**What to do**
Down to the last line, restate the records word for word, but not the pictures.

**The data**
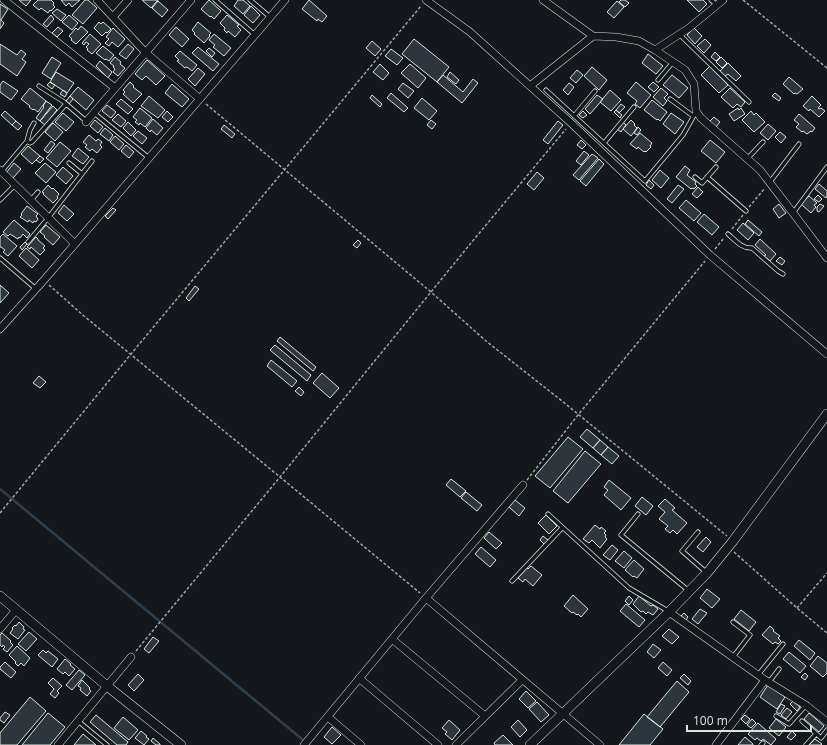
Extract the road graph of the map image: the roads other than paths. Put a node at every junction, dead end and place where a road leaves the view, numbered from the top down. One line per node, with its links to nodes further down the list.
1 (4, 0): 24 (street)
2 (97, 0): 13 (street)
3 (128, 0): 13 (street)
4 (191, 0): 19 (street)
5 (215, 0): 16 (lane)
6 (250, 0): 14 (lane)
7 (285, 0): 14 (street)
8 (426, 0): 23 (street)
9 (543, 0): 17 (street)
10 (711, 0): 12 (lane)
11 (723, 0): 12 (street)
12 (717, 5): 15 (street)
13 (113, 17): 19 (street)
14 (270, 17): 16 (street)
15 (679, 34): 18 (street); 29 (lane)
16 (255, 35): 27 (street)
17 (594, 36): 18 (street); 23 (street)
18 (655, 50): 20 (street)
19 (145, 52): 24 (street); 27 (street)
20 (673, 62): 21 (lane); 33 (street)
21 (658, 80)
22 (39, 86): 30 (lane)
23 (530, 86): 67 (street)
24 (115, 88): 32 (street)
25 (546, 90): 34 (lane)
26 (595, 91): 34 (lane)
27 (200, 99): 41 (street)
28 (670, 99): 33 (lane)
29 (749, 102)
30 (66, 104): 35 (lane); 37 (lane)
31 (634, 107): 39 (lane)
32 (94, 113): 35 (street); 41 (lane)
33 (695, 114): 39 (lane); 42 (street)
34 (574, 116): 39 (lane)
35 (86, 122)
36 (34, 123): 37 (lane)
37 (27, 141): 47 (lane)
38 (763, 142): 42 (lane)
39 (604, 143)
40 (799, 144): 51 (lane)
41 (149, 158): 61 (street)
42 (747, 159): 51 (street)
43 (92, 161): 48 (lane)
44 (69, 163): 48 (lane)
45 (716, 167): 50 (lane)
46 (827, 167): 57 (lane)
47 (1, 170): 52 (street)
48 (82, 174): 58 (lane)
49 (695, 177): 50 (lane)
50 (707, 177): 56 (lane)
51 (770, 182): 57 (street)
52 (15, 185): 54 (lane); 55 (street)
53 (38, 192): 55 (lane)
54 (0, 200)
55 (31, 201): 58 (street)
56 (746, 211)
57 (794, 213): 63 (street)
58 (48, 218): 60 (lane); 61 (street)
59 (728, 234): 64 (lane)
60 (28, 242)
61 (75, 244): 65 (street)
62 (0, 258): 65 (lane)
63 (827, 258)
64 (784, 274)
65 (36, 288): 66 (street)
66 (0, 329)
67 (827, 354)
68 (827, 414): 74 (street)
69 (522, 484): 78 (street)
70 (548, 514): 72 (lane)
71 (638, 514): 76 (lane)
72 (562, 528): 75 (lane); 80 (lane)
73 (698, 532): 74 (lane)
74 (707, 573): 76 (street)
75 (512, 581)
76 (690, 591): 80 (street)
77 (0, 596): 79 (street)
78 (426, 598): 83 (street); 90 (street)
79 (16, 610): 82 (street); 92 (street)
80 (669, 612): 86 (street); 94 (street)
81 (733, 622): 86 (lane)
82 (0, 629)
83 (392, 639): 89 (street); 95 (street)
84 (783, 644): 88 (lane)
85 (131, 657): 92 (street)
86 (733, 657): 88 (street)
87 (779, 669): 91 (lane)
88 (758, 675): 91 (street)
89 (359, 678): 97 (street); 109 (street)
90 (522, 680): 94 (street); 95 (street)
91 (767, 681): 93 (street); 103 (street)
92 (107, 686): 99 (street); 106 (street)
93 (806, 705): 96 (lane); 98 (street)
94 (563, 714): 111 (street); 112 (street)
95 (485, 716): 110 (street)
96 (776, 716)
97 (328, 717): 107 (street); 108 (street)
98 (826, 719)
99 (78, 721): 104 (street); 105 (lane)
100 (802, 722): 102 (lane)
101 (827, 730): 102 (lane)
102 (816, 734): 113 (lane)
103 (719, 744)
104 (58, 745)
105 (107, 745)
106 (181, 745)
107 (304, 745)
108 (361, 745)
109 (438, 745)
110 (456, 745)
111 (530, 745)
112 (600, 745)
113 (806, 745)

**Exercise solution**
Extract the road graph of the map image: the roads other than paths. Put a node at every junction, dead end and place where a road leaves the view, numbered from the top down. One line per node, with its links to nodes further down the list.
1 (4, 0): 24 (street)
2 (97, 0): 13 (street)
3 (128, 0): 13 (street)
4 (191, 0): 19 (street)
5 (215, 0): 16 (lane)
6 (250, 0): 14 (lane)
7 (285, 0): 14 (street)
8 (426, 0): 23 (street)
9 (543, 0): 17 (street)
10 (711, 0): 12 (lane)
11 (723, 0): 12 (street)
12 (717, 5): 15 (street)
13 (113, 17): 19 (street)
14 (270, 17): 16 (street)
15 (679, 34): 18 (street); 29 (lane)
16 (255, 35): 27 (street)
17 (594, 36): 18 (street); 23 (street)
18 (655, 50): 20 (street)
19 (145, 52): 24 (street); 27 (street)
20 (673, 62): 21 (lane); 33 (street)
21 (658, 80)
22 (39, 86): 30 (lane)
23 (530, 86): 67 (street)
24 (115, 88): 32 (street)
25 (546, 90): 34 (lane)
26 (595, 91): 34 (lane)
27 (200, 99): 41 (street)
28 (670, 99): 33 (lane)
29 (749, 102)
30 (66, 104): 35 (lane); 37 (lane)
31 (634, 107): 39 (lane)
32 (94, 113): 35 (street); 41 (lane)
33 (695, 114): 39 (lane); 42 (street)
34 (574, 116): 39 (lane)
35 (86, 122)
36 (34, 123): 37 (lane)
37 (27, 141): 47 (lane)
38 (763, 142): 42 (lane)
39 (604, 143)
40 (799, 144): 51 (lane)
41 (149, 158): 61 (street)
42 (747, 159): 51 (street)
43 (92, 161): 48 (lane)
44 (69, 163): 48 (lane)
45 (716, 167): 50 (lane)
46 (827, 167): 57 (lane)
47 (1, 170): 52 (street)
48 (82, 174): 58 (lane)
49 (695, 177): 50 (lane)
50 (707, 177): 56 (lane)
51 (770, 182): 57 (street)
52 (15, 185): 54 (lane); 55 (street)
53 (38, 192): 55 (lane)
54 (0, 200)
55 (31, 201): 58 (street)
56 (746, 211)
57 (794, 213): 63 (street)
58 (48, 218): 60 (lane); 61 (street)
59 (728, 234): 64 (lane)
60 (28, 242)
61 (75, 244): 65 (street)
62 (0, 258): 65 (lane)
63 (827, 258)
64 (784, 274)
65 (36, 288): 66 (street)
66 (0, 329)
67 (827, 354)
68 (827, 414): 74 (street)
69 (522, 484): 78 (street)
70 (548, 514): 72 (lane)
71 (638, 514): 76 (lane)
72 (562, 528): 75 (lane); 80 (lane)
73 (698, 532): 74 (lane)
74 (707, 573): 76 (street)
75 (512, 581)
76 (690, 591): 80 (street)
77 (0, 596): 79 (street)
78 (426, 598): 83 (street); 90 (street)
79 (16, 610): 82 (street); 92 (street)
80 (669, 612): 86 (street); 94 (street)
81 (733, 622): 86 (lane)
82 (0, 629)
83 (392, 639): 89 (street); 95 (street)
84 (783, 644): 88 (lane)
85 (131, 657): 92 (street)
86 (733, 657): 88 (street)
87 (779, 669): 91 (lane)
88 (758, 675): 91 (street)
89 (359, 678): 97 (street); 109 (street)
90 (522, 680): 94 (street); 95 (street)
91 (767, 681): 93 (street); 103 (street)
92 (107, 686): 99 (street); 106 (street)
93 (806, 705): 96 (lane); 98 (street)
94 (563, 714): 111 (street); 112 (street)
95 (485, 716): 110 (street)
96 (776, 716)
97 (328, 717): 107 (street); 108 (street)
98 (826, 719)
99 (78, 721): 104 (street); 105 (lane)
100 (802, 722): 102 (lane)
101 (827, 730): 102 (lane)
102 (816, 734): 113 (lane)
103 (719, 744)
104 (58, 745)
105 (107, 745)
106 (181, 745)
107 (304, 745)
108 (361, 745)
109 (438, 745)
110 (456, 745)
111 (530, 745)
112 (600, 745)
113 (806, 745)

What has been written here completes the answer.